Section 2. Core notation and background

Table of contents

We first introduce some notation that will define the various small area estimators included in the production system. Let $U$ denote a population of size $N .$ This population is partitioned into $M$ mutually exclusive and exhaustive areas, where each area $U_{i} \subset U, i = 1, \dots, M$ has $N_{i}$ observations. A sample, $s,$ of size $n$ is drawn from the population using a well-defined probability mechanism $p (s)$ and the resulting sample is split into areas $s_{i} = s \cap U_{i}, i = 1, \dots, M .$ Note that, for some of the areas, the realized sample size $n_{i}$ may be zero. The set of $m (m \leq M)$ areas, where $n_{i}$ is strictly greater than 0, will be denoted as $A .$ The set of the remaining areas, where $n_{i}$ is equal than 0, will be denoted as $\bar{A} .$

Let $π_{j} = \sum_{{s : j \in s}} p (s), j \in U,$ be the inclusion probabilities where ${s : j \in s}$ denotes summation over all samples $s$ containing unit $j .$ We denote the sampling weight for unit $j$ as $d_{j},$ where $d_{j} = π_{j}^{- 1} .$ The final weight associated with unit $j$ will be denoted as $w_{j} .$ This weight will normally be the product of the original design weight $(d_{j})$ times an adjustment factor that reflects the incorporation of available auxiliary data (via regression or calibration), as well as non-response adjustments. Note that the auxiliary data used in the adjustment factor may not necessarily be the same as those used for small area estimation.
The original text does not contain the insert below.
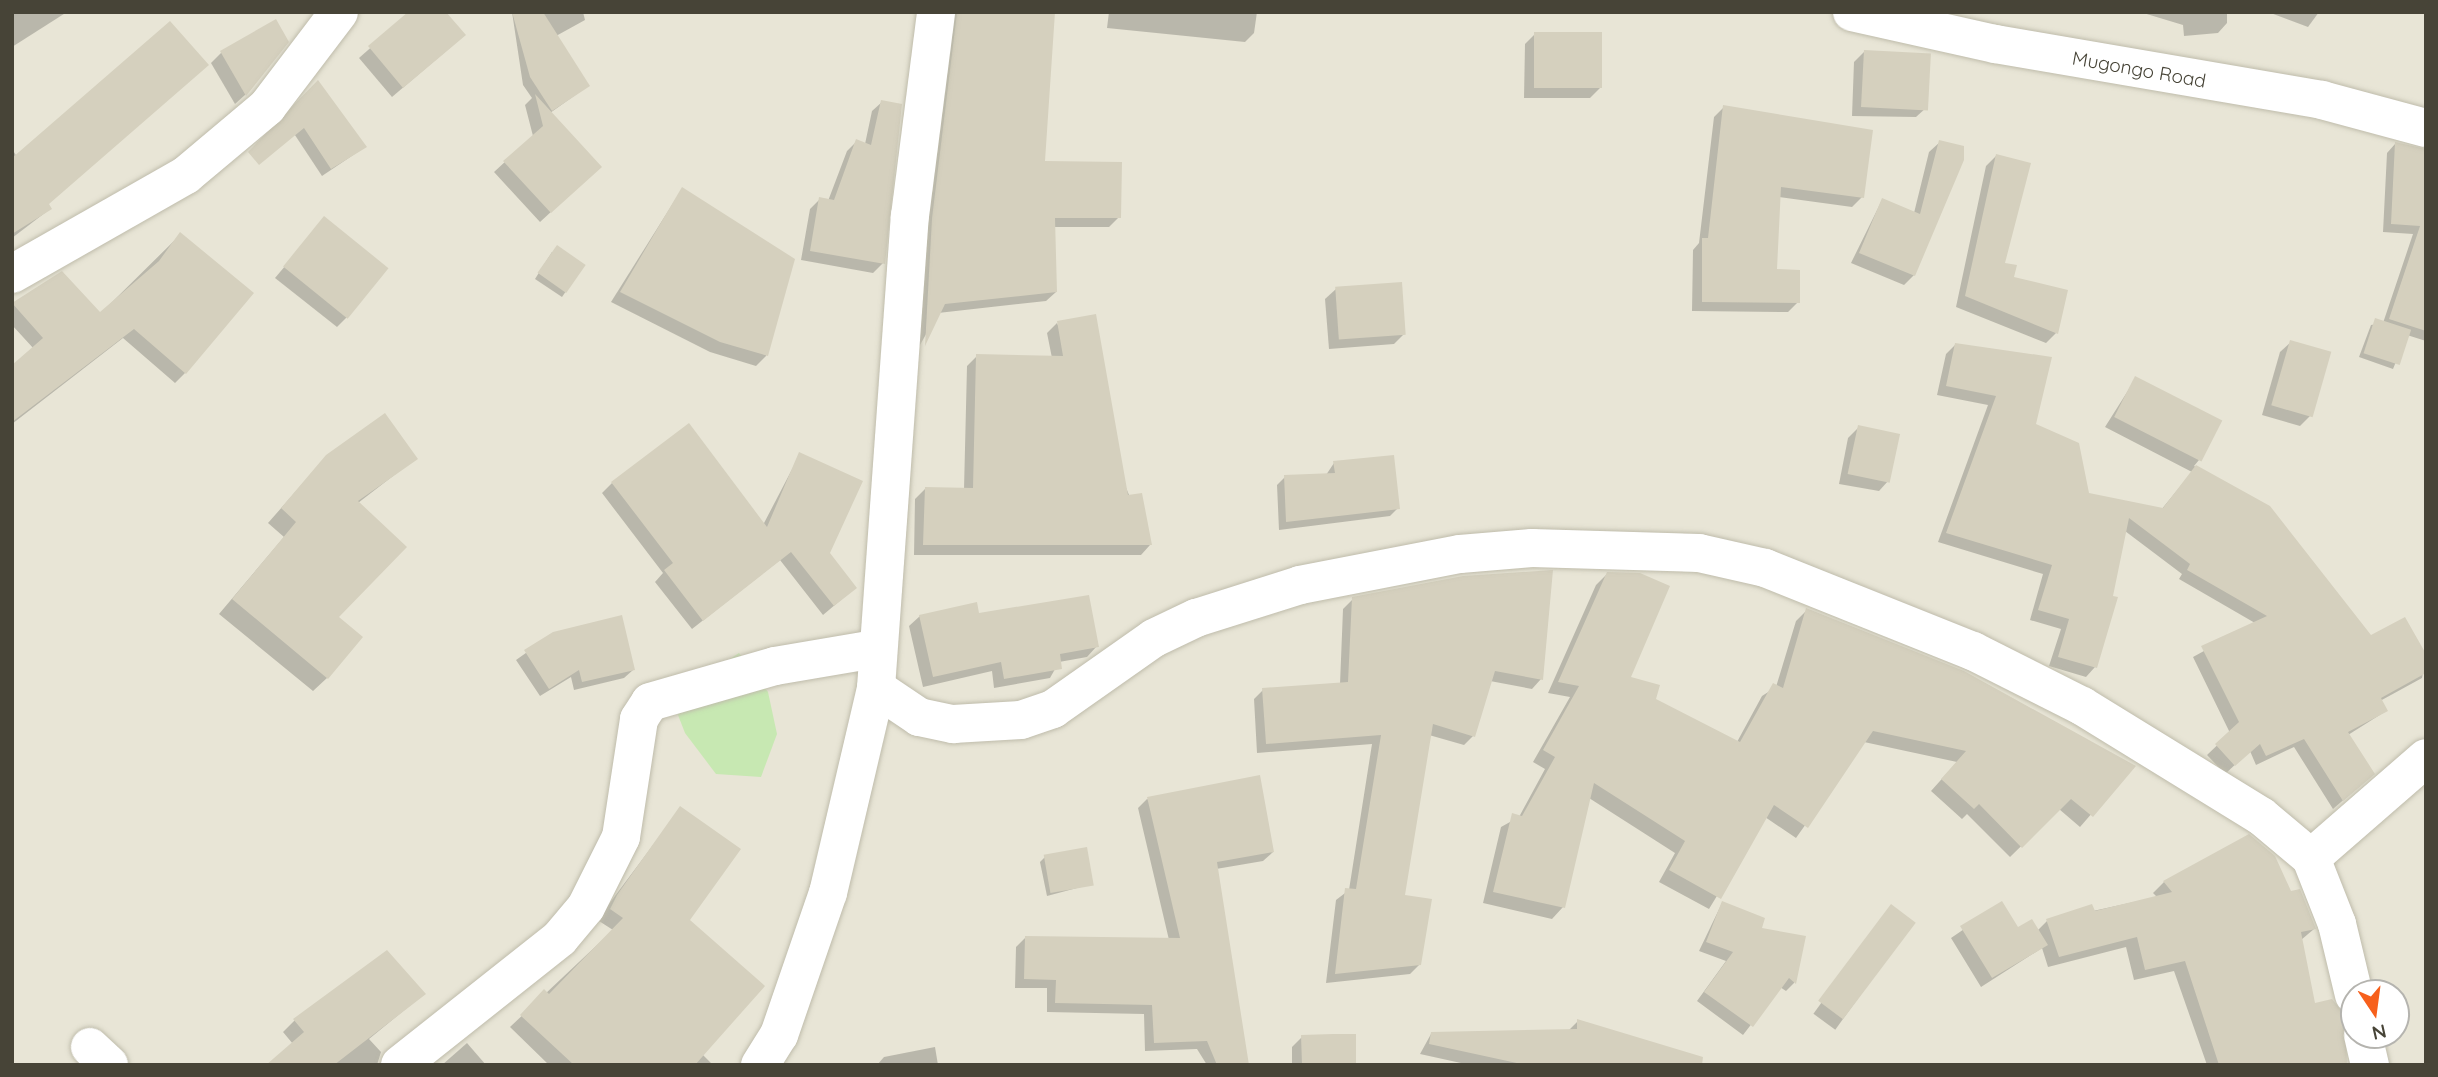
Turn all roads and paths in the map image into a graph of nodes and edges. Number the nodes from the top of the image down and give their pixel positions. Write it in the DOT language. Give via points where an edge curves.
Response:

The objective of a small area estimation system is to estimate a population parameter $θ_{i}$ (e.g., a mean or a total) for each area $i$ for a given variable of interest $y$ when some area sample sizes $n_{i}$ are too small to use direct estimation procedures. A direct estimator of $θ_{i}$ is one that uses values of the variable of interest, $y,$ strictly from the sample units in area $i .$ However, a major disadvantage of such estimators is that unacceptably large standard errors may result: this is especially true if the area sample size is small. Small area procedures use indirect estimators that borrow strength across areas, by using models which link all areas through some common parameters. Indirect estimators will be efficient (i.e., increase the effective sample size and thus decrease the standard error) if the model holds for each area. Departures from the model will result in reduced accuracy. There is a wide variety of indirect estimators available and a good summary is provided in Rao and Molina (2015).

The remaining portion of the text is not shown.